Os médicos-veterinários devem aplicar critérios de avaliação específicos da veterinária, em vez de confiar em evidências de implementações na medicina humana. As questões-chave incluem: a ferramenta oferece suporte às espécies que você atende, com intervalos de referência e protocolos farmacológicos apropriados? Produz códigos compatíveis com seu Sistema de Gestão de Informação de Clínicas (PIMS)? Pode gerar registros vinculados para múltiplos animais em uma única consulta? Solicita dados de prescrição de antimicrobianos, justificativa de prescrição em cascata e declarações da cadeia alimentar como campos estruturados? E como se conecta à sua infraestrutura existente? Qualquer ferramenta que lide com registros clínicos deve também ser avaliada quanto à conformidade com o Regulamento Geral sobre a Proteção de Dados (RGPD) e requisitos de residência de dados.

▶ Quais são as limitações mesmo de ferramentas de documentação com IA veterinárias desenvolvidas de propósito?

Mesmo ferramentas de IA veterinárias desenvolvidas de propósito enfrentam limitações reais. A natureza não estruturada e em texto livre da maioria dos registros clínicos veterinários significa que a qualidade dos dados de treinamento varia significativamente entre clínicas e sistemas. Ferramentas que têm bom desempenho em registros caninos e felinos podem não generalizar para espécies menos representadas. Uma pesquisa de 2019 citada em uma análise de mercado da Grand View Research descobriu que apenas 44 por cento das clínicas veterinárias europeias utilizavam sistemas de registros médicos, o que significa que uma parcela substancial da profissão ainda está construindo a infraestrutura digital que as ferramentas de IA requerem. A integração de classificadores de aprendizagem automática com sistemas de registros médicos veterinários existentes também é frequentemente dificultada pela rigidez de sistemas legados e recursos de TI limitados.

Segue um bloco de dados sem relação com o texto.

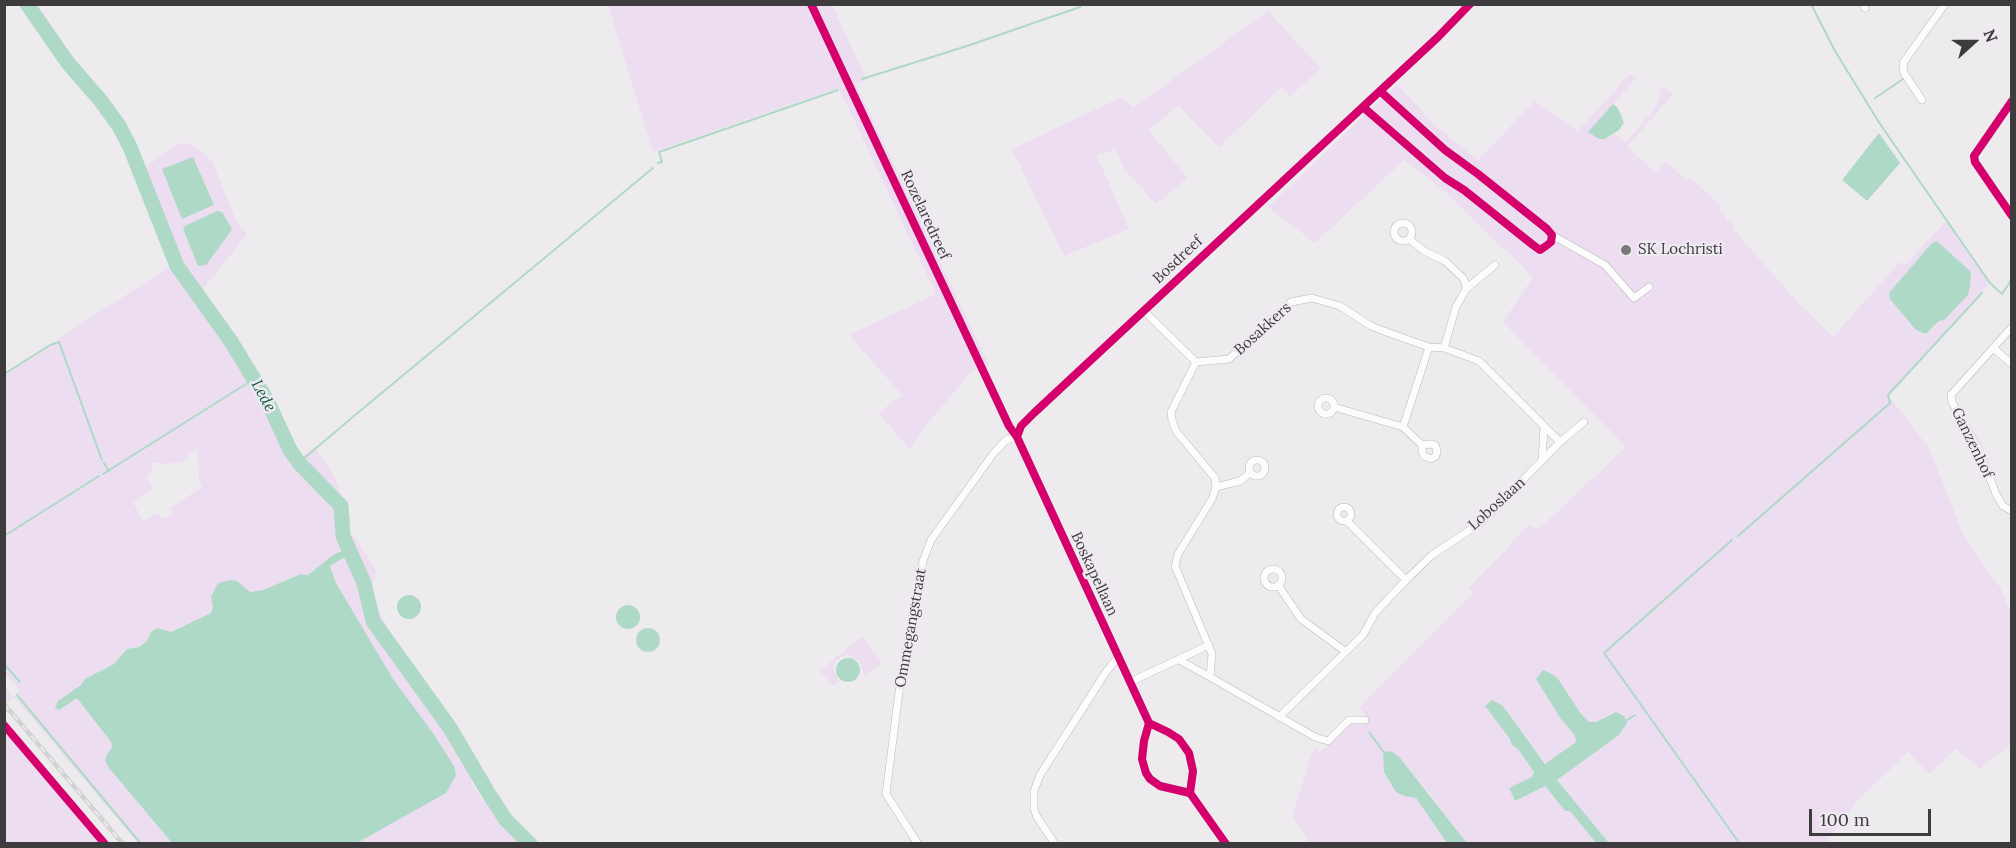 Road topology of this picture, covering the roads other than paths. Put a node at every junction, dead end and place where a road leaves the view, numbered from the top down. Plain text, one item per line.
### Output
1 (811, 4) edge
2 (1470, 4) edge
3 (1945, 4) edge
4 (1380, 91) junction
5 (1923, 100) dead end
6 (2012, 101) edge
7 (1363, 107) junction
8 (2012, 216) edge
9 (1552, 235) junction
10 (1409, 239) dead end
11 (1495, 265) dead end
12 (1649, 287) dead end
13 (1466, 289) junction
14 (1144, 311) junction
15 (2012, 327) edge
16 (1429, 347) junction
17 (1444, 348) junction
18 (1993, 348) junction
19 (1196, 362) junction
20 (2012, 364) edge
21 (1334, 407) dead end
22 (1584, 422) dead end
23 (1403, 427) junction
24 (1545, 428) junction
25 (1017, 437) junction
26 (1560, 442) junction
27 (1422, 445) dead end
28 (1542, 461) junction
29 (1250, 473) dead end
30 (1216, 487) junction
31 (2012, 511) edge
32 (1347, 521) dead end
33 (1406, 580) junction
34 (1278, 585) dead end
35 (1209, 645) junction
36 (1346, 652) junction
37 (1118, 657) junction
38 (1179, 660) junction
39 (1210, 677) junction
40 (1130, 682) junction
41 (1279, 717) junction
42 (1365, 720) dead end
43 (1149, 723) junction
44 (1190, 794) junction
45 (918, 843) edge
46 (1055, 843) edge
47 (1226, 843) edge

1 - 25 street, Rozelaredreef
2 - 4 street, Bosdreef
3 - 5 street
4 - 7 street, Bosdreef
4 - 9 street
6 - 8 street
7 - 9 street
7 - 14 street, Bosdreef
9 - 12 street
10 - 13 street
11 - 13 street
13 - 17 street
14 - 19 street
14 - 25 street, Bosdreef
15 - 18 street, Ganzenhof
16 - 17 street, Bosakkers
16 - 19 street, Bosakkers
16 - 23 street
17 - 24 street, Bosakkers
18 - 20 street
18 - 31 street, Ganzenhof
19 - 30 street
21 - 23 street
22 - 26 street, Loboslaan
23 - 27 street
24 - 26 street, Bosakkers
24 - 28 street
25 - 37 street, Boskapellaan
25 - 45 street, Ommegangstraat
26 - 28 street, Loboslaan
28 - 33 street, Loboslaan
29 - 30 street
30 - 35 street
32 - 33 street
33 - 36 street, Loboslaan
34 - 36 street
35 - 38 street
35 - 39 street
36 - 41 street, Loboslaan
37 - 40 street, Boskapellaan
37 - 46 street
38 - 39 street
38 - 40 street
39 - 41 street
40 - 43 street, Boskapellaan
41 - 42 street
43 - 44 street
43 - 44 street
44 - 47 street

▶ Como é uma ferramenta de documentação com IA genuinamente adaptada à veterinária?

Uma ferramenta genuinamente adaptada à veterinária ajusta seus campos, terminologia e lógica clínica com base na espécie a ser documentada, para que uma consulta de coelho não apresente os mesmos campos predefinidos que uma visita de saúde bovina. Oferece suporte a registros em nível populacional para planos de saúde de rebanhos e bandos. É compatível com Sistemas de Gestão de Informação de Clínicas europeus e as estruturas de codificação que esses sistemas utilizam. Solicita automaticamente campos regulatórios, incluindo dados de prescrição de antimicrobianos sob o Regulamento UE 2019/6, justificativa de prescrição em cascata e declarações da cadeia alimentar. E foi pré-treinada ou ajustada em texto clínico veterinário, não apenas adaptada de um produto da medicina humana.